L
a guerre nucléaire de 2031 a laissé des traces indélébiles dans la société. Le conflit provoqué par Serena Jones, la fantasque présidente des USA, a été dévastateur à tous les niveaux. Millions de morts, infrastructures détruites et un système de valeur totalement pulvérisé ont été suivis par l’établissement du Protectorat, une dictature patriarcale basée sur la misogynie. Réduites en esclavage, les femmes ne sont plus que des objets purement utilitaires. Pas partout cependant. Retranchées dans un ancien parc d’attractions imprenable, le Thing, celles qui se font appeler les Walkyries ont créé un sanctuaire «idéal», sans homme évidemment. Tensions internes et externes, escarmouches et lois totalitaires, la vie en 2081 est dure, sanglante et profondément injuste.
Premier tome d’une série post-apocalyptique classique nourrie de l’humeur et des considérations d’aujourd’hui, Le Châtiment capte l’attention dès la première page pour ne plus la lâcher jusqu’au cliffhanger final. L’intrigue débute dans le Thing où la situation semble être plus stable qu’en face, chez les hommes. Cette impression est remise en question par Kahina, un des meilleurs éléments des Walkyries. La fière amazone doute de la sincérité et de l’efficacité de leur cheffe Sigrid. Il y a moyen de faire mieux et d’améliorer le sort de tout le monde. Il faut aller à la confrontation et découvrir si la rumeur concernant de l’existence de cités libres et égalitaires est fondée ! L’immobilisme et le statu quo ne sont pas acceptables et mèneront à la destruction de la communauté, clame-t-elle.
Désaccords, guérillas, lutte pour la survie, le scénario ne va pas par quatre chemins. Malgré un sous-texte sociétal, il s’agit bel et bien d’un véritable thriller ponctué de scènes de combat, de traîtrises et de coups de théâtre. Les informations indispensables (rappels historiques, présentation des forces en présence, etc.) sont habilement glissées dans une narration faisant la part belle à l’action pure. Sylvain Runberg et Anna Saveg ne perdent pas un instant et proposent un scénario glaçant finement construit et exécuté.

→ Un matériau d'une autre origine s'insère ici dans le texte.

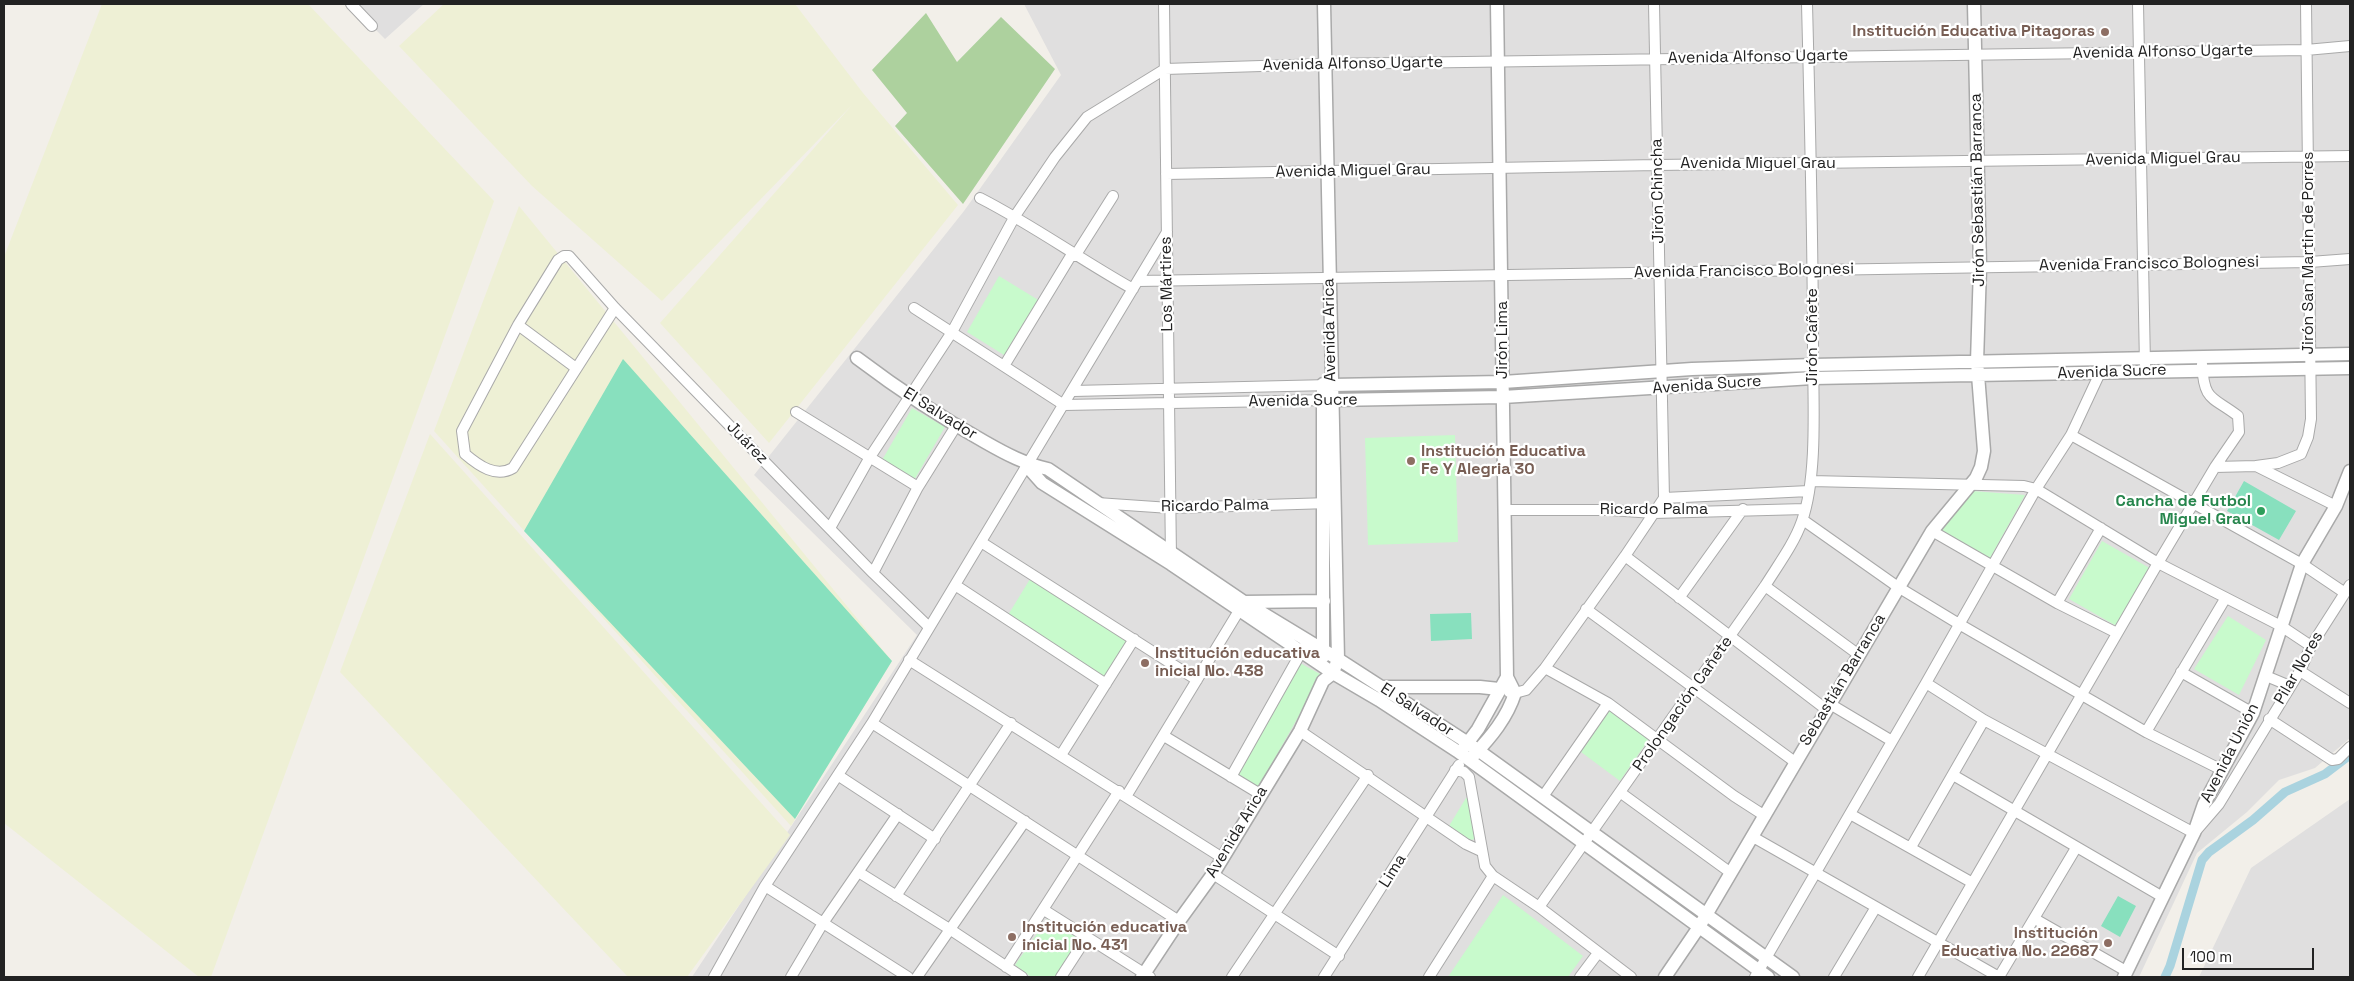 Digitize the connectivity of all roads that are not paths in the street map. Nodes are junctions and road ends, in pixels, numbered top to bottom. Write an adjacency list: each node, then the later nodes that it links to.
1 (351, 4): 11 (street)
2 (1164, 4): 20 (street, Los Mártires)
3 (1315, 4): 19 (street, Avenida Arica)
4 (1324, 4): 19 (street, Avenida Arica)
5 (1497, 4): 18 (street, Jirón Lima)
6 (1654, 4): 17 (street, Jirón Chincha)
7 (1807, 4): 16 (street, Jirón Cañete)
8 (1974, 4): 15 (street, Jirón Sebastián Barranca)
9 (2138, 4): 14 (street)
10 (2306, 4): 13 (street, Jirón San Martin de Porres)
11 (372, 26)
12 (2350, 46): 13 (street, Avenida Alfonso Ugarte)
13 (2306, 50): 14 (street, Avenida Alfonso Ugarte); 21 (street, Jirón San Martin de Porres)
14 (2139, 53): 15 (street, Avenida Alfonso Ugarte); 23 (street)
15 (1976, 54): 16 (street, Avenida Alfonso Ugarte); 24 (street, Jirón Sebastián Barranca)
16 (1808, 56): 17 (street, Avenida Alfonso Ugarte); 26 (street, Jirón Cañete)
17 (1655, 59): 18 (street, Avenida Alfonso Ugarte); 25 (street, Jirón Chincha)
18 (1498, 61): 19 (street, Avenida Alfonso Ugarte); 27 (street, Jirón Lima)
19 (1321, 64): 20 (street, Avenida Alfonso Ugarte); 28 (street, Avenida Arica)
20 (1165, 69): 29 (street, Los Mártires); 32 (street)
21 (2308, 156): 22 (street, Avenida Miguel Grau); 23 (street, Avenida Miguel Grau); 36 (street, Jirón San Martin de Porres)
22 (2350, 156)
23 (2141, 159): 24 (street, Avenida Miguel Grau); 37 (street)
24 (1978, 161): 26 (street, Avenida Miguel Grau); 38 (street, Jirón Sebastián Barranca)
25 (1657, 164): 26 (street, Avenida Miguel Grau); 27 (street, Avenida Miguel Grau); 40 (street, Jirón Chincha)
26 (1812, 164): 39 (street, Jirón Cañete)
27 (1500, 169): 28 (street, Avenida Miguel Grau); 41 (street, Jirón Lima)
28 (1324, 171): 29 (street, Avenida Miguel Grau); 42 (street, Avenida Arica)
29 (1166, 174): 33 (street, Los Mártires)
30 (1114, 196): 34 (street)
31 (980, 198): 32 (street)
32 (1015, 216): 34 (street); 48 (street)
33 (1166, 232): 43 (street, Los Mártires); 44 (street)
34 (1073, 255): 44 (street); 56 (street)
35 (2350, 259): 36 (street, Avenida Francisco Bolognesi)
36 (2310, 262): 37 (street, Avenida Francisco Bolognesi); 50 (street, Jirón San Martin de Porres)
37 (2144, 264): 38 (street, Avenida Francisco Bolognesi); 54 (street)
38 (1980, 267): 39 (street, Avenida Francisco Bolognesi); 53 (street, Jirón Sebastián Barranca)
39 (1813, 270): 40 (street, Avenida Francisco Bolognesi); 61 (street, Jirón Cañete)
40 (1659, 273): 41 (street, Avenida Francisco Bolognesi); 60 (street, Jirón Chincha)
41 (1502, 276): 42 (street, Avenida Francisco Bolognesi); 64 (street, Jirón Lima)
42 (1325, 278): 43 (street, Avenida Francisco Bolognesi); 65 (street, Avenida Arica)
43 (1167, 281): 44 (street, Avenida Francisco Bolognesi); 66 (street, Los Mártires)
44 (1135, 285): 68 (street)
45 (615, 308): 47 (street, Juárez); 57 (street); 97 (street, Juárez)
46 (914, 308): 48 (street)
47 (518, 325): 57 (street); 57 (street)
48 (952, 332): 56 (street); 69 (street)
49 (2350, 354): 50 (street, Avenida Sucre)
50 (2310, 355): 55 (street, Avenida Sucre); 58 (street, Jirón San Martin de Porres)
51 (857, 358): 69 (street, El Salvador)
52 (2106, 360): 53 (street, Avenida Sucre); 54 (street, Avenida Sucre); 62 (street)
53 (1977, 362): 61 (street, Avenida Sucre); 63 (street, Jirón Sebastián Barranca)
54 (2145, 364): 55 (street, Avenida Sucre); 62 (street, Avenida Sucre)
55 (2202, 364): 58 (street, Avenida Sucre); 80 (street)
56 (1004, 366): 73 (street)
57 (576, 368)
58 (2310, 368): 59 (street, Avenida Sucre); 79 (street, Jirón San Martin de Porres)
59 (2350, 368)
60 (1661, 371): 61 (street, Avenida Sucre); 64 (street, Avenida Sucre); 67 (street, Jirón Chincha)
61 (1813, 372): 63 (street, Avenida Sucre); 67 (street, Avenida Sucre); 83 (street, Jirón Cañete)
62 (2100, 372): 63 (street, Avenida Sucre); 76 (street)
63 (1978, 376): 82 (street, Sebastián Barranca)
64 (1503, 382): 65 (street, Avenida Sucre); 70 (street, Jirón Lima)
65 (1327, 385): 66 (street, Avenida Sucre); 71 (street, Avenida Arica)
66 (1170, 388): 68 (street, Avenida Sucre); 72 (street, Los Mártires)
67 (1662, 388): 70 (street, Avenida Sucre); 86 (street, Jirón Chincha)
68 (1073, 391): 73 (street)
69 (909, 397): 75 (street, El Salvador); 77 (street)
70 (1503, 397): 71 (street, Avenida Sucre); 94 (street, Jirón Lima)
71 (1327, 400): 72 (street, Avenida Sucre); 88 (street, Avenida Arica)
72 (1170, 403): 73 (street, Avenida Sucre); 91 (street, Los Mártires)
73 (1064, 405): 78 (street)
74 (796, 412): 77 (street)
75 (956, 426): 78 (street, El Salvador); 84 (street)
76 (2071, 435): 85 (street); 89 (street)
77 (870, 458): 84 (street); 97 (street)
78 (1026, 465): 87 (street, El Salvador); 100 (street); 102 (street, El Salvador)
79 (2256, 466): 80 (street); 90 (street)
80 (2215, 467): 89 (street)
81 (2350, 471): 90 (street, Avenida Unión)
82 (1971, 485): 83 (street, Ricardo Palma); 85 (street, Ricardo Palma); 99 (street, Sebastián Barranca)
83 (1810, 486): 86 (street, Ricardo Palma); 92 (street, Prolongación Cañete)
84 (918, 487): 106 (street)
85 (2036, 489): 98 (street); 105 (street)
86 (1664, 498): 95 (street)
87 (1095, 503): 91 (street, Ricardo Palma); 102 (street, El Salvador)
88 (1329, 503): 91 (street, Ricardo Palma); 113 (street, Avenida Arica); 127 (street, Avenida Arica)
89 (2194, 503): 103 (street); 104 (street)
90 (2336, 506): 104 (street, Avenida Unión)
91 (1170, 508): 102 (street, Los Mártires)
92 (1805, 508): 93 (street, Ricardo Palma); 96 (street, Prolongación Cañete)
93 (1743, 509): 95 (street, Ricardo Palma); 111 (street)
94 (1504, 510): 95 (street, Ricardo Palma); 135 (street, Jirón Lima)
95 (1654, 513): 101 (street)
96 (1803, 520): 108 (street, Prolongación Cañete); 109 (street)
97 (830, 528): 106 (street, Juárez)
98 (2101, 528): 103 (street); 114 (street)
99 (1932, 531): 105 (street); 109 (street, Sebastián Barranca)
100 (981, 542): 107 (street); 122 (street)
101 (1625, 556): 111 (street); 116 (street)
102 (1171, 558): 115 (street, El Salvador)
103 (2158, 563): 112 (street); 120 (street)
104 (2302, 564): 110 (street); 118 (street, Avenida Unión)
105 (1992, 566): 114 (street); 117 (street)
106 (873, 573): 119 (street, Juárez)
107 (955, 585): 119 (street); 138 (street)
108 (1765, 586): 121 (street, Prolongación Cañete); 126 (street)
109 (1898, 587): 117 (street); 126 (street, Sebastián Barranca)
110 (2348, 589): 124 (street, Pilar Nores)
111 (1679, 598): 121 (street)
112 (2225, 599): 118 (street); 132 (street)
113 (1324, 601): 115 (street); 125 (street, Avenida Arica)
114 (2057, 603): 120 (street)
115 (1242, 606): 123 (street, El Salvador); 136 (street)
116 (1586, 610): 130 (street); 141 (street)
117 (1959, 624): 137 (street); 144 (street)
118 (2281, 626): 124 (street); 133 (street, Avenida Unión)
119 (929, 627): 128 (street)
120 (2117, 634): 144 (street)
121 (1730, 636): 141 (street, Prolongación Cañete); 147 (street)
122 (1134, 638): 136 (street); 138 (street)
123 (1304, 646): 125 (street, El Salvador); 129 (street, El Salvador); 167 (street)
124 (2311, 646): 131 (street, Pilar Nores)
125 (1324, 651): 127 (street, El Salvador); 129 (street, Avenida Arica)
126 (1858, 655): 147 (street, Sebastián Barranca)
127 (1338, 659): 134 (street, Avenida Arica); 140 (street, El Salvador)
128 (909, 660): 151 (street); 152 (street)
129 (1321, 665): 134 (street, Avenida Arica)
130 (1545, 668): 143 (street); 146 (street)
131 (2300, 670): 139 (street, Pilar Nores); 145 (street)
132 (2181, 672): 148 (street); 154 (street)
133 (2266, 676): 139 (street); 148 (street, Avenida Unión)
134 (1328, 677): 153 (street, Avenida Arica); 161 (street, El Salvador)
135 (1507, 677): 142 (street); 143 (street, Jirón Lima)
136 (1197, 680): 155 (street)
137 (1926, 683): 150 (street); 157 (street)
138 (1106, 684): 160 (street)
139 (2290, 686): 149 (street, Pilar Nores)
140 (1382, 688): 142 (street); 161 (street, El Salvador)
141 (1693, 688): 156 (street, Prolongación Cañete); 162 (street)
142 (1499, 689): 143 (street); 161 (street)
143 (1515, 693): 161 (street)
144 (2082, 694): 154 (street); 159 (street)
145 (2350, 703)
146 (1608, 704): 156 (street); 172 (street)
147 (1828, 707): 157 (street); 162 (street, Sebastián Barranca)
148 (2253, 712): 163 (street, Avenida Unión)
149 (2269, 719): 158 (street); 180 (street, Pilar Nores)
150 (1984, 720): 159 (street); 165 (street)
151 (872, 722): 166 (street); 168 (street)
152 (1011, 723): 160 (street); 168 (street)
153 (1300, 731): 164 (street); 171 (street, Avenida Arica)
154 (2146, 732): 163 (street)
155 (1164, 736): 167 (street); 169 (street)
156 (1658, 740): 170 (street, Prolongación Cañete); 176 (street)
157 (1892, 741): 175 (street)
158 (2350, 747)
159 (2047, 752): 173 (street); 180 (street)
160 (1061, 755): 169 (street)
161 (1465, 757): 172 (street, El Salvador); 177 (street, Lima); 183 (street, El Salvador); 186 (street)
162 (1795, 762): 176 (street, Sebastián Barranca)
163 (2222, 770): 180 (street, Avenida Unión)
164 (1368, 775): 177 (street); 201 (street)
165 (1953, 775): 173 (street); 184 (street)
166 (839, 776): 174 (street); 195 (street)
167 (1232, 777): 171 (street)
168 (972, 785): 178 (street); 182 (street)
169 (1123, 793): 187 (street); 188 (street)
170 (1621, 793): 179 (street, Prolongación Cañete); 191 (street)
171 (1260, 794): 188 (street, Avenida Arica)
172 (1544, 795): 179 (street, El Salvador)
173 (2015, 811): 185 (street); 194 (street)
174 (898, 814): 182 (street); 190 (street)
175 (1850, 814): 184 (street); 189 (street)
176 (1765, 816): 181 (street, Sebastián Barranca)
177 (1427, 817): 186 (street); 211 (street, Lima)
178 (1025, 821): 187 (street); 207 (street)
179 (1593, 831): 183 (street, Prolongación Cañete); 202 (street, El Salvador)
180 (2194, 833): 197 (street, Avenida Unión)
181 (1753, 837): 189 (street); 191 (street, Sebastián Barranca)
182 (936, 839): 196 (street)
183 (1583, 844): 198 (street, Prolongación Cañete); 206 (street, El Salvador)
184 (1911, 847): 194 (street)
185 (2076, 848): 197 (street); 203 (street)
186 (1481, 851): 193 (street)
187 (1078, 856): 200 (street); 204 (street)
188 (1221, 857): 192 (street, Avenida Arica)
189 (1816, 872): 199 (street); 212 (street)
190 (860, 873): 196 (street); 205 (street)
191 (1731, 873): 202 (street, Sebastián Barranca)
192 (1213, 874): 201 (street); 204 (street, Avenida Arica)
193 (1493, 876): 198 (street); 226 (street)
194 (1971, 882): 209 (street)
195 (765, 886): 205 (street); 218 (street)
196 (896, 896): 207 (street)
197 (2162, 896): 214 (street, Avenida Unión)
198 (1539, 907): 210 (street)
199 (1876, 907): 209 (street); 230 (street)
200 (1044, 910): 208 (street); 213 (street)
201 (1274, 913): 211 (street); 224 (street)
202 (1707, 915): 206 (street, Sebastián Barranca); 212 (street, El Salvador)
203 (2035, 919): 214 (street); 232 (street)
204 (1179, 921): 217 (street, Avenida Arica)
205 (823, 923): 219 (street); 220 (street)
206 (1699, 927): 216 (street, El Salvador); 228 (street, Sebastián Barranca)
207 (951, 930): 213 (street); 221 (street)
208 (1087, 937): 217 (street); 223 (street)
209 (1940, 942): 231 (street); 232 (street)
210 (1598, 953): 215 (street); 227 (street)
211 (1339, 956): 225 (street, Lima)
212 (1766, 958): 216 (street); 229 (street, El Salvador)
213 (1006, 967): 222 (street)
214 (2125, 974)
215 (1584, 975)
216 (1760, 975)
217 (1145, 976)
218 (714, 977)
219 (791, 977)
220 (908, 977)
221 (917, 977)
222 (1022, 977)
223 (1061, 977)
224 (1232, 977)
225 (1324, 977)
226 (1428, 977)
227 (1630, 977)
228 (1665, 977)
229 (1793, 977)
230 (1834, 977)
231 (1918, 977)
232 (1999, 977)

Belen Ortega illustre cette saga avec autorité. Son style largement typé comics intègre également une influence asiatique certaine. Celui-ci se montre parfaitement adapté pour dépeindre cet univers déconstruit et déchiré. Personnages aux regards acérés, costumes funky piochant dans toutes les modes et un talent certain afin de retranscrire les émotions fortes, les planches font mouche. Coup de chapeau au passage pour Amparo Crespo dont les couleurs ont su capter toute l’urgence et l’énergie du récit. Dommage toutefois que le découpage, parfois alambiqué ou sur-travaillé, ternisse un peu l’ensemble. La caméra virevolte un peu trop et a tendance à perdre le lecteur en cours de route.
Jérémiah, Y The Last Man et The Walking Dead en BD, Mad Max, The Postman ou The Omega Man au cinéma, il faut désormais compter avec Patriarchy. Les amateurs du genre seront certainement saisis par ce nouveau titre alliant originalité et respect des codes.
On est encore dans une société dominée par le patriarcat. Il faut dire que la successeur idéologique de Donald Trump a provoqué une véritable apocalypse nucléaire détruisant le monde en le renvoyant plusieurs centaines d'années en arrière.
On se dit alors que les femmes ne sont pas faites pour gouverner d'où cette terrible méfiance et surtout ce sérieux coup de bâton qui s'est abattu sur cette société post-apocalyptique où les femmes sont réduites en esclavage d'où une lutte sans pitié.
Pour autant, la part belle dans ce tome est réservée aux femmes qui telles des Valkyries combattent les hommes, s'en servent juste pour la reproduction de femelles, les mâles étant tous éliminés. J'avoue que je ne goûte guère à cet équilibre de la terreur sexiste.
Il faut également souligner que le dessin est très agréable à lire car il a facilité grandement l’immersion dans cet univers. Le dynamisme du trait et la réussite des décors y contribuent beaucoup.
En définitive, je trouve vraiment que c’est un récit assez intéressant qui démarre bien en posant les grandes bases de cette aventure sur fond de guerre de sexe. On nous dit que ce n'est que le début. On a hâte de voir la suite d'autant que l’auteur Sylvain Runberg est visiblement très à l'aise dans ces thèmes de science-fiction.